As of midday Monday, the stock had gained 19% in the eight sessions since its post-IPO low. If this pattern looks familiar, it should: Facebook is following the same path as almost all of the social media stocks that have come to the market in the past year. And if history is any indication, the stock could have further to run. Those inclined to bet against Facebook’s recent run-up via the stock’s high-priced puts should keep this in mind.

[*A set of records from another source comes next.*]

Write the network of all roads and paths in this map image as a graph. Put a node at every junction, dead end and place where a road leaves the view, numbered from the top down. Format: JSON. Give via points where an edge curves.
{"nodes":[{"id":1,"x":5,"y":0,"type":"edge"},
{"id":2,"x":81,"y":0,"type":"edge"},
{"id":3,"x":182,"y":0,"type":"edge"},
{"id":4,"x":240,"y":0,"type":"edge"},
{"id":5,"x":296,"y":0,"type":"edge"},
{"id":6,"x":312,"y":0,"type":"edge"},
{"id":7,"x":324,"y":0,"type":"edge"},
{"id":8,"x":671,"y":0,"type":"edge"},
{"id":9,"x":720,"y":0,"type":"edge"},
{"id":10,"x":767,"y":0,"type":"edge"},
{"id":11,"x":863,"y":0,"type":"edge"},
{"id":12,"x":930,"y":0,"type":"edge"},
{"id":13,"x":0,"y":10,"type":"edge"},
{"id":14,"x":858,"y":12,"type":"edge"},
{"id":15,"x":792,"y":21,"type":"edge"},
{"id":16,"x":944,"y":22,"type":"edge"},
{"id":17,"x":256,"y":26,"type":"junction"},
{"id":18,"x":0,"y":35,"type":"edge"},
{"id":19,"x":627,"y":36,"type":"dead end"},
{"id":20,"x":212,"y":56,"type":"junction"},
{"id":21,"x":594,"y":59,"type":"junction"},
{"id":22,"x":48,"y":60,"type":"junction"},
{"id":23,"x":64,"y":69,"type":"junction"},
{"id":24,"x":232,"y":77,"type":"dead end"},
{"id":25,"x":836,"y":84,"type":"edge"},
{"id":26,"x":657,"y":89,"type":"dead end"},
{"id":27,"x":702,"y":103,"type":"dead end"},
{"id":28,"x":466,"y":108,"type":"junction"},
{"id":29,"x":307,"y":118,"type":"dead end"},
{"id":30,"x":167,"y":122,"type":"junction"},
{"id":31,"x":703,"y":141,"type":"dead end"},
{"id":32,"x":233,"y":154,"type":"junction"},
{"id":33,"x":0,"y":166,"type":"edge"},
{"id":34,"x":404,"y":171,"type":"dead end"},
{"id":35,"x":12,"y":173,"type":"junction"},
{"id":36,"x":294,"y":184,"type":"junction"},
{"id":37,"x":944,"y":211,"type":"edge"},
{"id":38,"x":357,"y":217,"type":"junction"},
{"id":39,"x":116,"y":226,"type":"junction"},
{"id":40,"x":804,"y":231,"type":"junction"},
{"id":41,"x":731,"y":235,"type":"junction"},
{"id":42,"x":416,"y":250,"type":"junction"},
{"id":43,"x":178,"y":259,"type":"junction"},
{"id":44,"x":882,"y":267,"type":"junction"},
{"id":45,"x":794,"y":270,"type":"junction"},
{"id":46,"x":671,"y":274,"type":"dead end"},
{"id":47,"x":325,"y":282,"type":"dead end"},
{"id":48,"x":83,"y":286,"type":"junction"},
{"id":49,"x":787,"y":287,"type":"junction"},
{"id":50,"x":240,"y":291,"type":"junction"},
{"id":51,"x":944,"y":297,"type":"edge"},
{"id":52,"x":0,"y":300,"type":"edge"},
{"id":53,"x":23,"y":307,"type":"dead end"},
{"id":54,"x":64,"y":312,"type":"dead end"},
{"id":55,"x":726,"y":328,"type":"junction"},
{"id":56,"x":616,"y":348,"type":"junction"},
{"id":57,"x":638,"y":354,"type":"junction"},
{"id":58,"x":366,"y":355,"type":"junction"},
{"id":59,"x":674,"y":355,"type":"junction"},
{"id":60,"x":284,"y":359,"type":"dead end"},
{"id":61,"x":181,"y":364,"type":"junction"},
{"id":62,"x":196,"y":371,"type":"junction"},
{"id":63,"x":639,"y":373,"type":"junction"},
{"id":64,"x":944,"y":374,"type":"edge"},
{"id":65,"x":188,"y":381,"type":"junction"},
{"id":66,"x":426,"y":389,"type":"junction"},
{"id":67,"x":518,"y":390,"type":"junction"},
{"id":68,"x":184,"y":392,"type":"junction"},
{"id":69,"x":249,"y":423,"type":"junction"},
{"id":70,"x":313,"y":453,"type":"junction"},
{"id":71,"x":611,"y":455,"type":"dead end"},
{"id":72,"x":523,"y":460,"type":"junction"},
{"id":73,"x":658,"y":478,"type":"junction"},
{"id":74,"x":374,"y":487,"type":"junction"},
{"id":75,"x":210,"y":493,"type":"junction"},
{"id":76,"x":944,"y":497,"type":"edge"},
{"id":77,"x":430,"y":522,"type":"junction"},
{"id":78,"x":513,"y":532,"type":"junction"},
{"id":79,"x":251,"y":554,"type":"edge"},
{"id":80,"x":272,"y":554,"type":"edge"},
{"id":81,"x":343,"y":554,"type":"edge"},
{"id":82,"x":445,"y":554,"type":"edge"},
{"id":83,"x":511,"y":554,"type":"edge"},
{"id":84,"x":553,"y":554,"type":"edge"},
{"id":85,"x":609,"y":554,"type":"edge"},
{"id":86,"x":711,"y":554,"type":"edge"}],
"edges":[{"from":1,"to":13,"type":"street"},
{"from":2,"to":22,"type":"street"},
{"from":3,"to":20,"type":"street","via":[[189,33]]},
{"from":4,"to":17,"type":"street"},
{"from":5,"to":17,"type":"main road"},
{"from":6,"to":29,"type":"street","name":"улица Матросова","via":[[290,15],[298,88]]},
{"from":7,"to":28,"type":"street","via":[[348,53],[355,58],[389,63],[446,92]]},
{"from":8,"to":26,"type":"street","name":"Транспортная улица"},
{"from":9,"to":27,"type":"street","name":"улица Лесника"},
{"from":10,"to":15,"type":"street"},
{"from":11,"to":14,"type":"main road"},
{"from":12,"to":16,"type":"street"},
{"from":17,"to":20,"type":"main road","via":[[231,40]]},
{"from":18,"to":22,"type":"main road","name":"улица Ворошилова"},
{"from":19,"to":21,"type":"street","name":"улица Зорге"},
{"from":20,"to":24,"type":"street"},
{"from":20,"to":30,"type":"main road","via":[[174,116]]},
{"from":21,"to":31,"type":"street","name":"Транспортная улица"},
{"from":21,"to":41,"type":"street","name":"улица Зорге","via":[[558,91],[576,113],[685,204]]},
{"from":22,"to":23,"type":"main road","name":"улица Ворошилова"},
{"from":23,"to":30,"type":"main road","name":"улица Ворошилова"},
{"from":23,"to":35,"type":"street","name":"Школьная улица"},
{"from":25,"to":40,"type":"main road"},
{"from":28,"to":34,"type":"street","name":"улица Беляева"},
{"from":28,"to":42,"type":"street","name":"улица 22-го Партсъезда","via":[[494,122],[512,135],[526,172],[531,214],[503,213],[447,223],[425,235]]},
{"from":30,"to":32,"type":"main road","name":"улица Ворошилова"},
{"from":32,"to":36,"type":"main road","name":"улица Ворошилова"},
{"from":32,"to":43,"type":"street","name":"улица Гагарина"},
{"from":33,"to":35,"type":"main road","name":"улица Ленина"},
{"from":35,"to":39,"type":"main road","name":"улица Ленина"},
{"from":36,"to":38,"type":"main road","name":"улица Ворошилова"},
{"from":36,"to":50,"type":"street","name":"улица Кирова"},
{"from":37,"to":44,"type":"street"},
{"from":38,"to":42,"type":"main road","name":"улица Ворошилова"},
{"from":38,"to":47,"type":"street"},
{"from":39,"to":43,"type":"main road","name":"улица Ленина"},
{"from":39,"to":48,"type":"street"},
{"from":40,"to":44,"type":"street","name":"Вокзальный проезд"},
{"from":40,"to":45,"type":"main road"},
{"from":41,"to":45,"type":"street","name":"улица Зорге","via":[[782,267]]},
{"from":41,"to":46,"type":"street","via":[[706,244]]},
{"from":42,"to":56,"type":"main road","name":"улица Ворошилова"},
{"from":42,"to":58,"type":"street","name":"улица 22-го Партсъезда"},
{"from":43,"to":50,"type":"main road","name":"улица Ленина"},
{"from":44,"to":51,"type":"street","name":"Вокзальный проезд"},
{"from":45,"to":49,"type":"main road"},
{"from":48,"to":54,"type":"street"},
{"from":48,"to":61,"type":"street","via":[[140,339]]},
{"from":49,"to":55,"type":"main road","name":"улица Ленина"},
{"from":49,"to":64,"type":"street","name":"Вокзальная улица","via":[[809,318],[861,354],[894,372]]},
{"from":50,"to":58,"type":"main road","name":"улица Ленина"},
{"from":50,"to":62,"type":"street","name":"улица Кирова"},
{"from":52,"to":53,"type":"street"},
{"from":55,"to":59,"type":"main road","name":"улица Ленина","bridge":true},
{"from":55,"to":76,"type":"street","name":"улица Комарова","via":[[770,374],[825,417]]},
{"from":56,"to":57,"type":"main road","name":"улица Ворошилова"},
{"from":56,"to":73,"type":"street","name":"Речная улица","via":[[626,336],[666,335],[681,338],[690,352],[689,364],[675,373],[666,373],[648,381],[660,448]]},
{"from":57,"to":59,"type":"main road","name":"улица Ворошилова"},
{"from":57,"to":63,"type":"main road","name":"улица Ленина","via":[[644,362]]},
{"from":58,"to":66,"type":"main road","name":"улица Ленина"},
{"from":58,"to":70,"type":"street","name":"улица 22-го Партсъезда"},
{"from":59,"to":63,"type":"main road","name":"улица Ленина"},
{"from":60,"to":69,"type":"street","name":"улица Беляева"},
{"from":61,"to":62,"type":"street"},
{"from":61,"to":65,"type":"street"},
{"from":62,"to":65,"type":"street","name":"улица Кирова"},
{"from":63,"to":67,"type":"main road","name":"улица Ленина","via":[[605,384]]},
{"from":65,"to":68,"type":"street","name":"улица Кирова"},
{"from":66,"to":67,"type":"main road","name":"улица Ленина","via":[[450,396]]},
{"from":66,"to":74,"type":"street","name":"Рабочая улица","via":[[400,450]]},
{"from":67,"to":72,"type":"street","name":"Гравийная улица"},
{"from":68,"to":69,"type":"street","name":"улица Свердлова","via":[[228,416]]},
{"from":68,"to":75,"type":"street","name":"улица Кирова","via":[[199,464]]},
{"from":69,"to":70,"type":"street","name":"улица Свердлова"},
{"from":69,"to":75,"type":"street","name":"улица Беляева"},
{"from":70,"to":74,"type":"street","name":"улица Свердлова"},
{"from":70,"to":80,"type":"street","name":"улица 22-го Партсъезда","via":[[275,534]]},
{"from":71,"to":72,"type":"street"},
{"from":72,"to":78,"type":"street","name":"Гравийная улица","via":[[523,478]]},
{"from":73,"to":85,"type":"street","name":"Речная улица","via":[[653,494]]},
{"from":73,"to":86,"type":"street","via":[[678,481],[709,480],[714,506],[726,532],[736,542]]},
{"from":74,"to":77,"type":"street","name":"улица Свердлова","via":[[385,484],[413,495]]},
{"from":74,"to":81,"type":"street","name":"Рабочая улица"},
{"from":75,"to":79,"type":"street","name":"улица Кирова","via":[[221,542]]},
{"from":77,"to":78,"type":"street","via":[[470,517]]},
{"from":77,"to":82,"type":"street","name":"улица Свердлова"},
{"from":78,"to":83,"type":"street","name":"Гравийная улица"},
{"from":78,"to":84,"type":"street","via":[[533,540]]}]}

Below is a performance summary of some of the largest social media stocks in their initial months of trading. The common theme here is the outstanding average gains these stocks put up after their post-IPO selloff — an average of 62%. Compare their initial weeks of trading to the pattern Facebook has printed thus far, and the similarity among all five of these stocks is apparent:


Ticker: LNKD
Opened at:
$83, 5/19/11
Close, first day of trading: $94.25
Subsequent low: 22 sessions after the IPO, decline of 23.2% from first-day open
Percent gain in the rebound: 73% (18 sessions)


Ticker: GRPN
Opened at: $28, 11/4/11
Close, first day of trading: $26.11
Subsequent low: 15 sessions, decline of 45.6%
Percent gain in the rebound: 54% (9 sessions)


Ticker: ZNGA
Opened at: $11, 12/16/11
Close, first day of trading: $9.50
Subsequent low: 14 sessions, decline of 27.2%
Percent gain in the rebound: 79% (25 sessions)


Ticker: YELP
Opened at: $22.01, 3/2/12
Close, first day of trading: $24.58
Subsequent low: 6 sessions, decline of 10%
Percent gain in the rebound: 42% (13 sessions)

Other recent technology IPOs follow the same pattern, including Demand Media (NYSE:DMD), Pandora (NYSE:P) and Angie’s List (NASDAQ:ANGI). Another notable point of comparison is that all seven of the stocks mentioned here experienced significant downside once their post-IPO relief rally played itself out.

The takeaway: Any gain in Facebook is likely to have investors chomping at the bit to buy puts. However, its gain of 19% thus far pales in comparison to the rebounds in other recent tech IPOs. Be on alert for the opportunity to bet against Facebook, but manage the timing of your entry point with the utmost caution.

As of this writing, Daniel Putnam did not hold a position in any of the aforementioned securities.